While racial pride and unity played important roles in Garvey’s black nationalism, he touted capitalism as the tool that would establish African Americans as an independent group. His message has been called the evangel of black success, for he believed economic success was the quickest and most effective way to independence. Interestingly enough, it was white America that served as a prime example of what blacks could accomplish. “Until you produce what the white man has produced,” he claimed, “you will not be his equal.” In 1919 he established the Negro Factories Corporation and offered stock for African Americans to buy. He wanted to produce everything that a nation needed so that African Americans could completely rely on their own efforts. At one point the corporation operated three grocery stores, two restaurants, a printing plant, a steam laundry, and owned several buildings and trucks in New York City alone. His most famous economic venture was a shipping company known as the Black Star Line, a counterpart to a white-owned company called the White Star Line. Garvey started the shipping company in 1919 as a way to promote trade but also to transport passengers to Africa. He believed it could also serve as an important and tangible sign of black success. However the shipping company eventually failed due to expensive repairs, mismanagement, and corruption.
With all his talk of a mighty race that would one day rule Africa, it would have been foolish for Garvey to underestimate the power of religion, particularly Christianity, within the African-American community. The churches served as the only arena in which African Americans exercised full control. Not only did they serve as houses of worship but also as meeting places that dealt with social, economic, and political issues. Pastors were the most powerful people in the community for they influenced and controlled the community’s most important institution. Garvey knew the important place religion held, and he worked hard to recruit pastors into his organization. He enjoyed tremendous success at winning over leaders from almost every denomination. One of those clergymen, George Alexander McGuire, an Episcopalian, was elected chaplain-general of the UNIA in 1920. McGuire wrote the UNIA’s official liturgy, the “Universal Negro Ritual” and the “Universal Negro Catechism” that set forth the teachings of the UNIA. He attempted to shape the UNIA into a Christian black-nationalist organization. Garvey, however, did not want the organization to take on the trappings of one particular denomination, for he did not want to offend any of its members. McGuire left UNIA in 1921 to begin his own church, the African Orthodox Church, a black-nationalist neo-Anglican denomination that kept close ties with the UNIA.

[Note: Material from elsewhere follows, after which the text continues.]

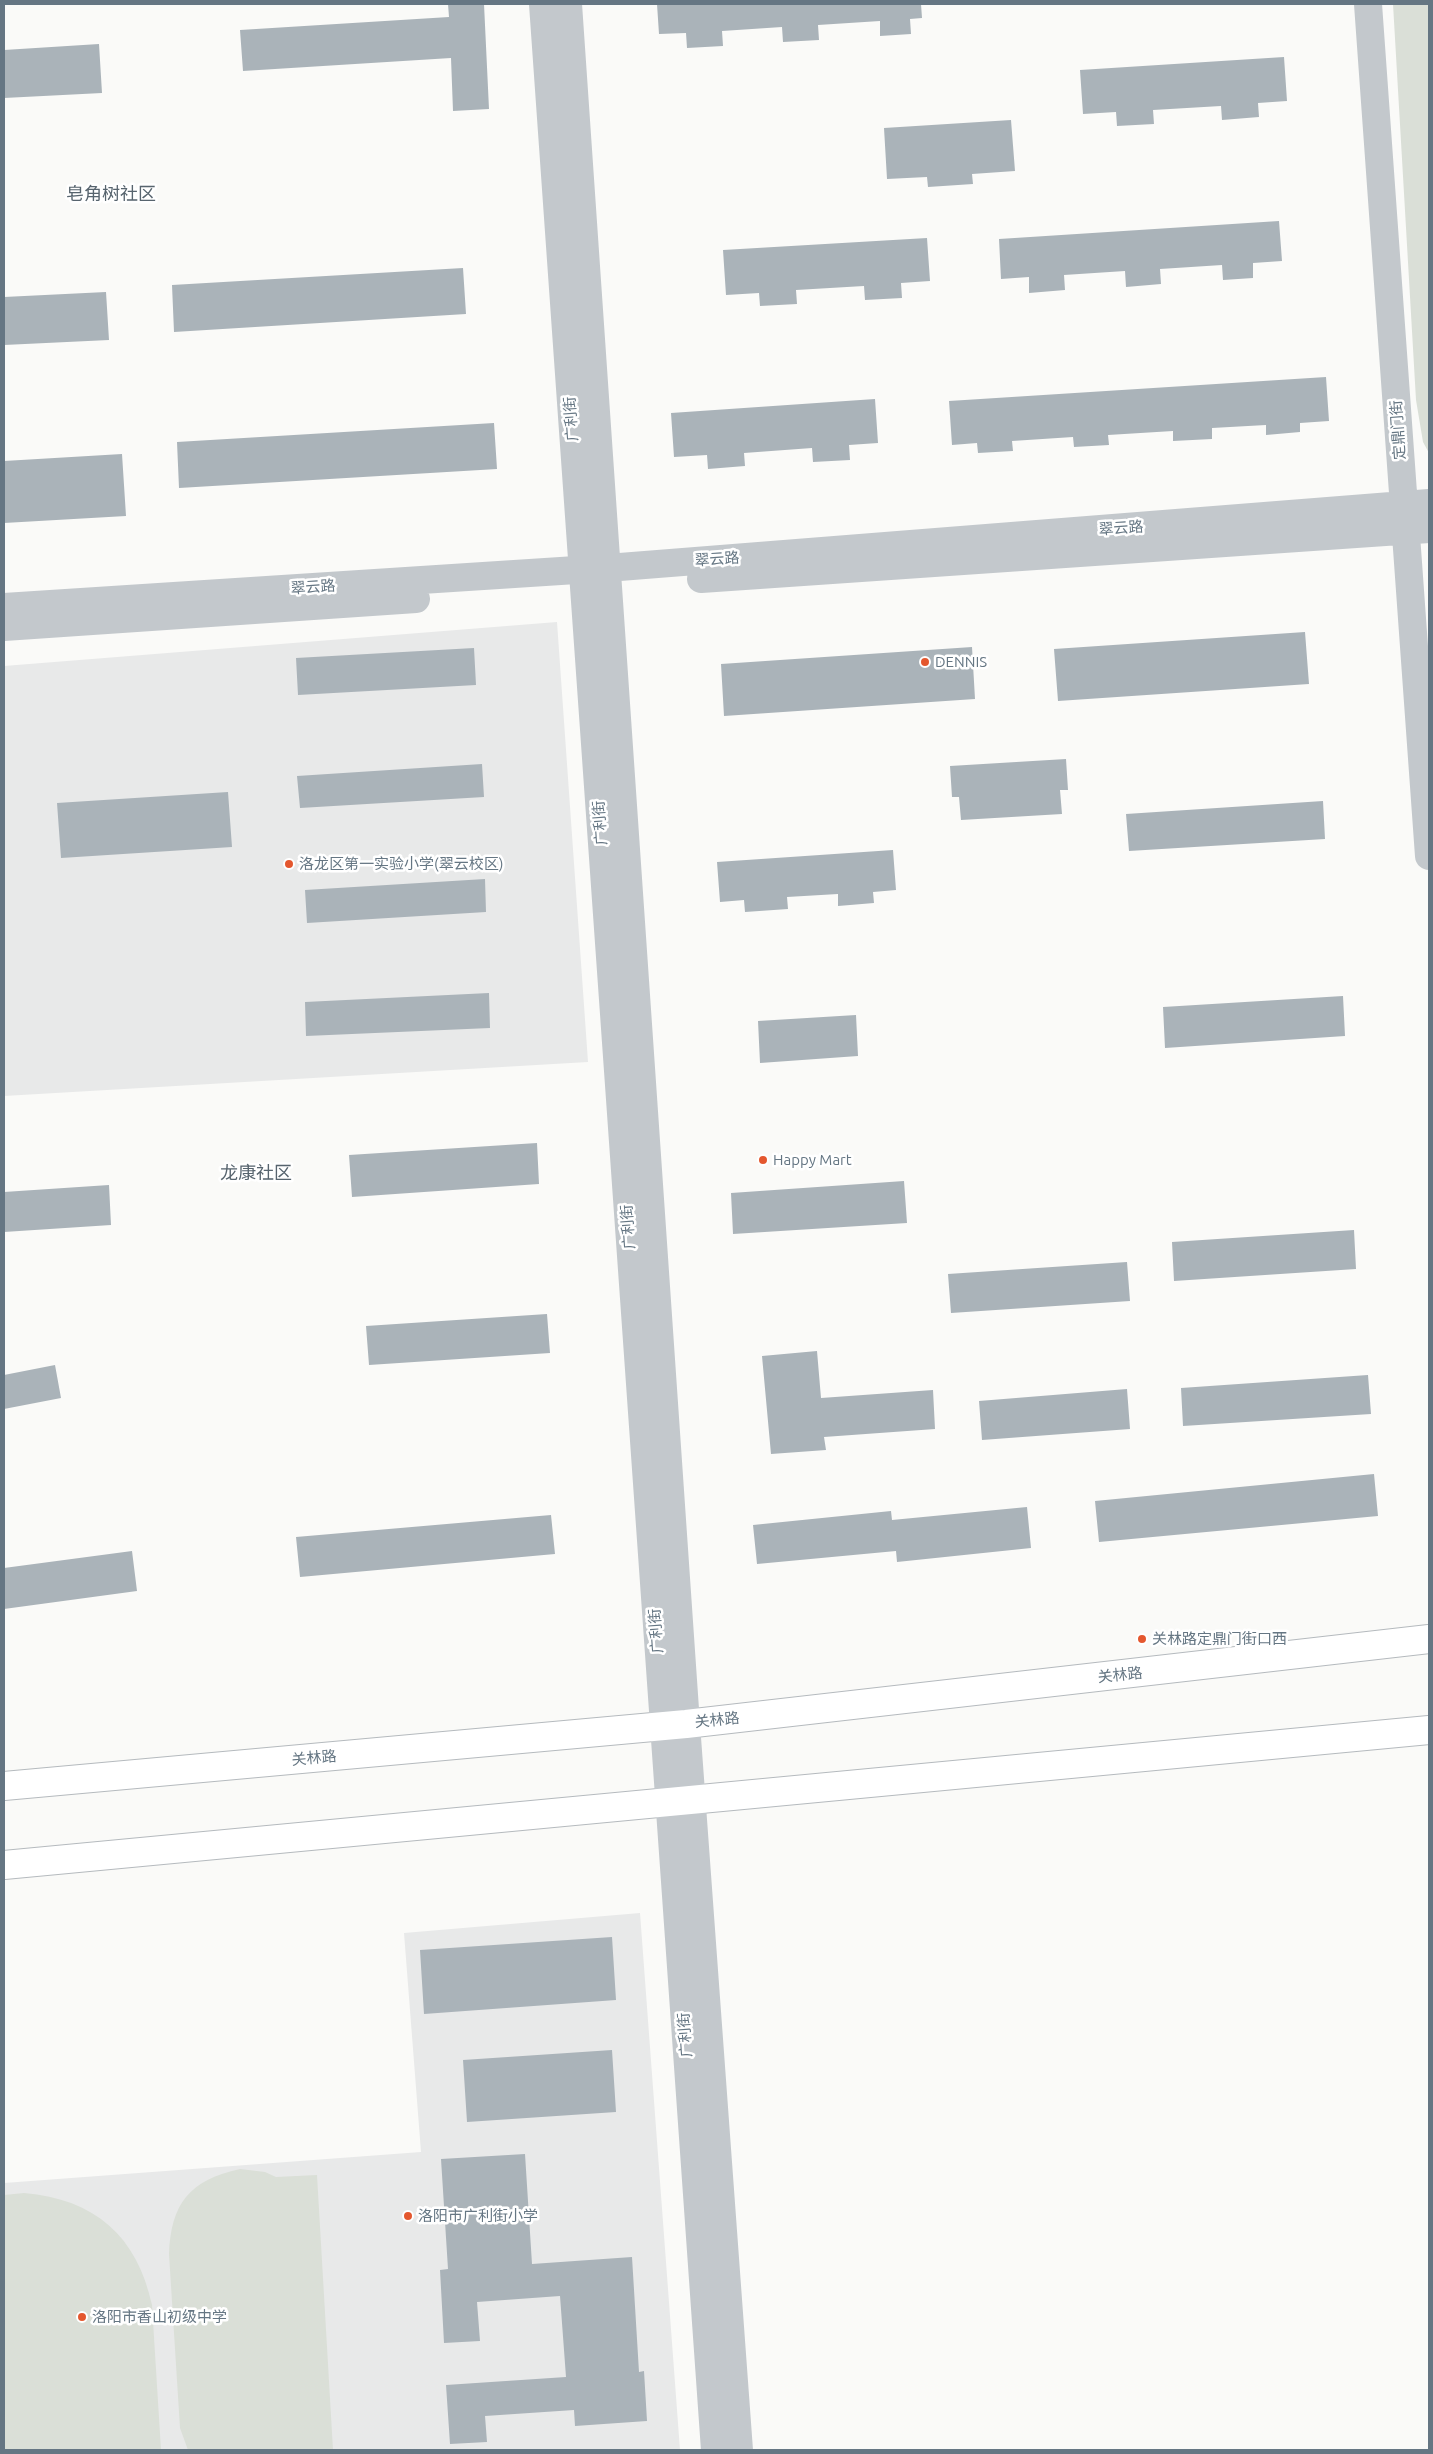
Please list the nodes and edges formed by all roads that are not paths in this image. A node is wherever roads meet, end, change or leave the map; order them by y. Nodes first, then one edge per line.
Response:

The UNIA meetings at Liberty Hall in Harlem were rich with religious ritual and language, as Randall Burkett points out in his book Black Redemption: Churchmen Speak for the Garvey Movement. For even though Garvey rejected McGuire’s effort to transform the UNIA into a black-nationalist Christian denomination, he blended these two traditions in his message and in the form of his UNIA meetings. A typical meeting followed this order:
The hymn “Shine On, Eternal Light,” written specifically for the UNIA by its music director
A reading of Psalm 68:31: “Princes shall come out of Egypt: Ethiopia shall soon stretch forth her hands unto God.”
The official opening hymn “From Greenland’s Icy Mountains,” stating a commitment to the Christianization of Africa
Recitation of the official motto, “One God! One Aim! One Destiny!”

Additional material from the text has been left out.